Does the American heat move the 2026 World Cup?

The 2026 World Cup is the first played across the summer heat of the United States, and the intuition writes itself: brutal midday kickoffs in Dallas and Monterrey must be changing the football. I decided to actually check, as a side-study inside my World Cup Oracle forecasting project, against a simple standard — not “does it feel hot on TV”, but “does it show up in the data, and does it move a result you could bet on?”

The answer is the interesting kind of no.

Humid heat has a real, measurable effect on players’ bodies and on how teams play — but that “fitness tax” is absorbed before it reaches the scoreboard.

Every claim below is measured on the same 81 completed matches (group stage + Round of 32, through July 2), with the physical numbers coming from FIFA’s own official post-match reports. It’s an honest, sample-limited, exploratory study — I’ll flag every place where the sample is thin and the signal is soft.

The data, and how I kept myself honest

The point of a study like this is not to find something — with 47 significance tests you always will. The point is to survive scrutiny. So the sourcing is deliberately boring and the methods are conservative.

What	Source
Results · venues · kickoff time	Project cache from ESPN’s public scoreboard
Weather (temp, humidity, apparent temp, wet-bulb, solar radiation, elevation)	Open-Meteo archive & forecast APIs, sampled at each stadium’s coordinates for the match’s own 2-hour window
Running & sprint distance	FIFA Training Centre official post-match reports (PMSR) — team-level, 71 group-stage matches parsed
Player-level sprint count & top speed	Same PMSR reports, OCR-extracted and double-validated (953 players, 58 full teams)
Half-time goal timing	ESPN summary key-events, cross-validated 79/79
Model pre-match win prob · Brier	The Oracle’s own evaluation logs, used to subtract out team strength

Three habits do the heavy lifting. Skill-adjusted partial correlation — I regress both the outcome and the temperature on the model’s pre-match favorite probability and correlate the residuals, so “the strong team won” can’t masquerade as “the weather did it.” Permutation tests (20,000 reshuffles) instead of textbook p-values, because the buckets are small. And Bonferroni correction across all 47 tests — a brutal bar that, spoiler, exactly one result clears.

The one thing heat clearly does: it drains the legs

Goals are rare and noisy; running distance is a continuous number every match, which makes it the most sensitive probe of fatigue I have. And it moves.

Apparent temp × running distance1 dot = 1 match · n=71

open-airroofindoor A/C (control)

All venues: ρ=−0.40 (p<0.001, n=71). Open-air loses 0.78 km per °C; inside the A/C venues outdoor temp is uncorrelated — the negative control.
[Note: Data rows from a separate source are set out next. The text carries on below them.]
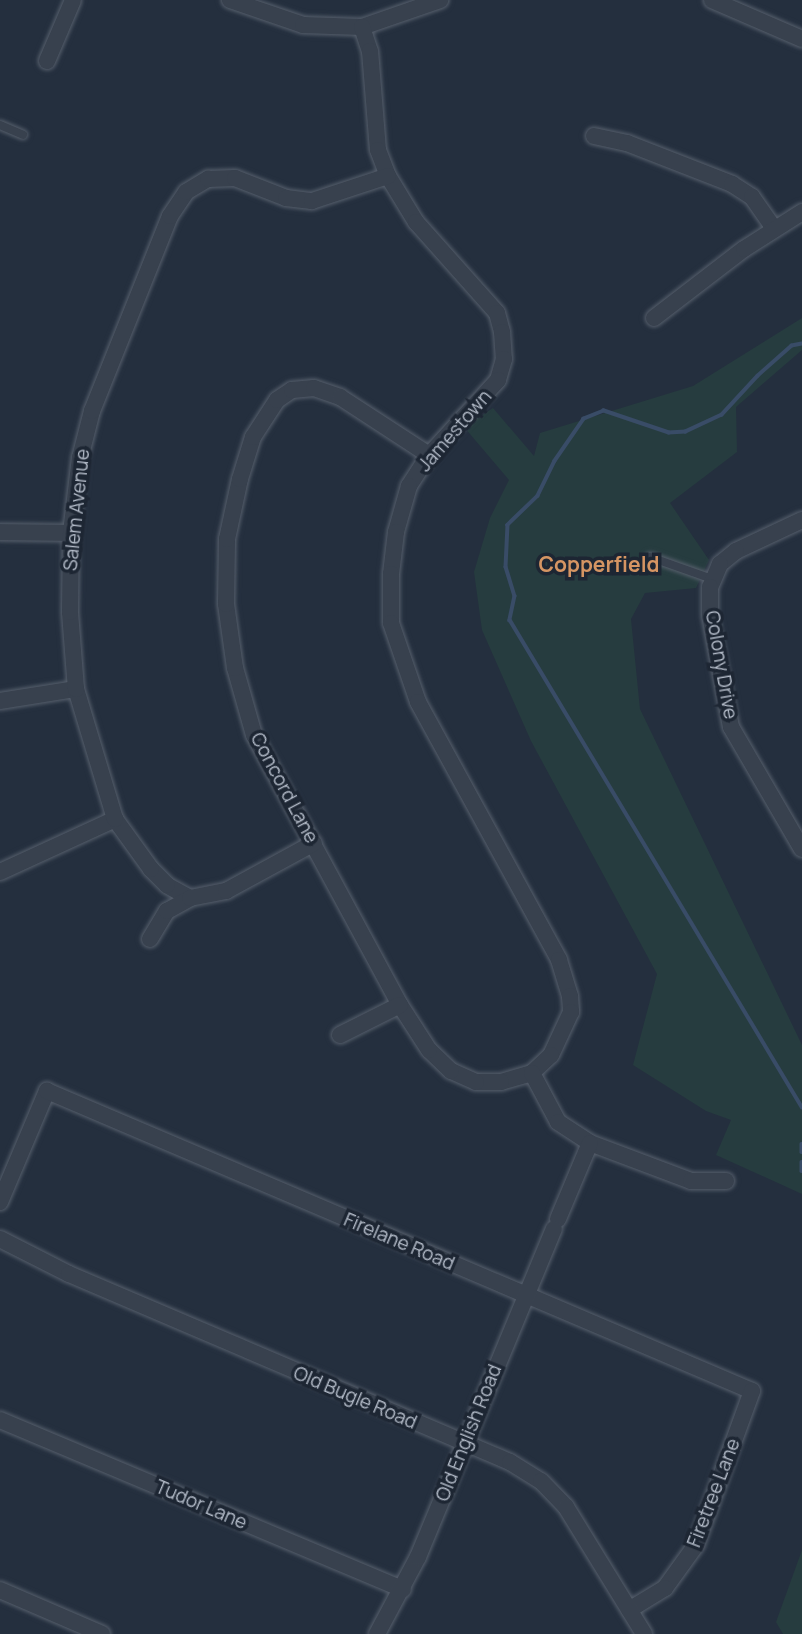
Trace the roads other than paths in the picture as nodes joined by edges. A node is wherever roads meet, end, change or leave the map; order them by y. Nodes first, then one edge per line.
1 (73, 0) edge
2 (230, 0) edge
3 (440, 0) edge
4 (712, 0) edge
5 (414, 5) edge
6 (362, 27) junction
7 (802, 39) edge
8 (47, 61) dead end
9 (0, 125) edge
10 (23, 135) dead end
11 (594, 136) dead end
12 (388, 176) junction
13 (802, 212) edge
14 (774, 228) junction
15 (654, 318) dead end
16 (429, 455) junction
17 (802, 520) edge
18 (0, 532) edge
19 (71, 533) junction
20 (650, 557) dead end
21 (711, 583) junction
22 (76, 688) junction
23 (0, 701) edge
24 (115, 819) junction
25 (314, 843) junction
26 (802, 849) edge
27 (0, 872) edge
28 (190, 898) junction
29 (150, 939) dead end
30 (400, 1005) junction
31 (340, 1035) dead end
32 (532, 1073) junction
33 (590, 1143) junction
34 (726, 1181) dead end
35 (0, 1202) edge
36 (0, 1239) edge
37 (525, 1297) junction
38 (752, 1391) joint
39 (0, 1420) edge
40 (465, 1445) junction
41 (403, 1589) junction
42 (0, 1590) edge
43 (629, 1610) junction
44 (386, 1631) edge
45 (102, 1634) edge
46 (644, 1634) edge

1 - 8 street
2 - 6 street
3 - 5 street
4 - 7 street
5 - 6 street
6 - 12 street, Jamestown
9 - 10 lane
11 - 14 street
12 - 16 street, Jamestown
12 - 19 street, Salem Avenue
13 - 14 street
14 - 15 street
16 - 25 street, Concord Lane
16 - 32 street, Jamestown
17 - 21 street
18 - 19 street
19 - 22 street, Salem Avenue
20 - 21 lane
21 - 26 street, Colony Drive
22 - 23 street
22 - 24 street, Salem Avenue
24 - 27 street
24 - 28 street, Salem Avenue
25 - 28 street
25 - 30 street, Concord Lane
28 - 29 street
30 - 31 street
30 - 32 street, Concord Lane
32 - 33 street
33 - 34 street
33 - 37 street, Old English Road
35 - 37 street, Firelane Road
36 - 40 street, Old Bugle Road
37 - 38 street, Firelane Road
37 - 40 street, Old English Road
38 - 43 street, Firetree Lane
39 - 41 street, Tudor Lane
40 - 41 street, Old English Road
40 - 43 street, Old Bugle Road
41 - 44 street, Old English Road
42 - 45 street
43 - 46 street, Old Bugle Road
✱ A/C venues (Dallas/Houston/Atlanta) = negative control. With wet-bulb temperature the open-air signal is stronger still: ρ=−0.55 (p<0.001).

This is the spine of the whole study. In open-air stadiums, hotter (specifically more humid-hot, measured as wet-bulb temperature) means less running — ρ = −0.55, p < 0.001, about −0.78 km per °C for the two teams combined. It’s the single result that survives Bonferroni correction across all 47 tests.

The reason I believe it’s causal and not a coincidence is the negative control. Three venues — Dallas, Houston, Atlanta — are climate-controlled indoor stadiums. Inside them, the outdoor temperature should be meaningless, and it is: ρ = −0.17, p = 0.57. The effect appears only where players are actually exposed to the weather. (It also survives an altitude check — dropping Mexico City and Guadalajara entirely makes the effect stronger, not weaker.)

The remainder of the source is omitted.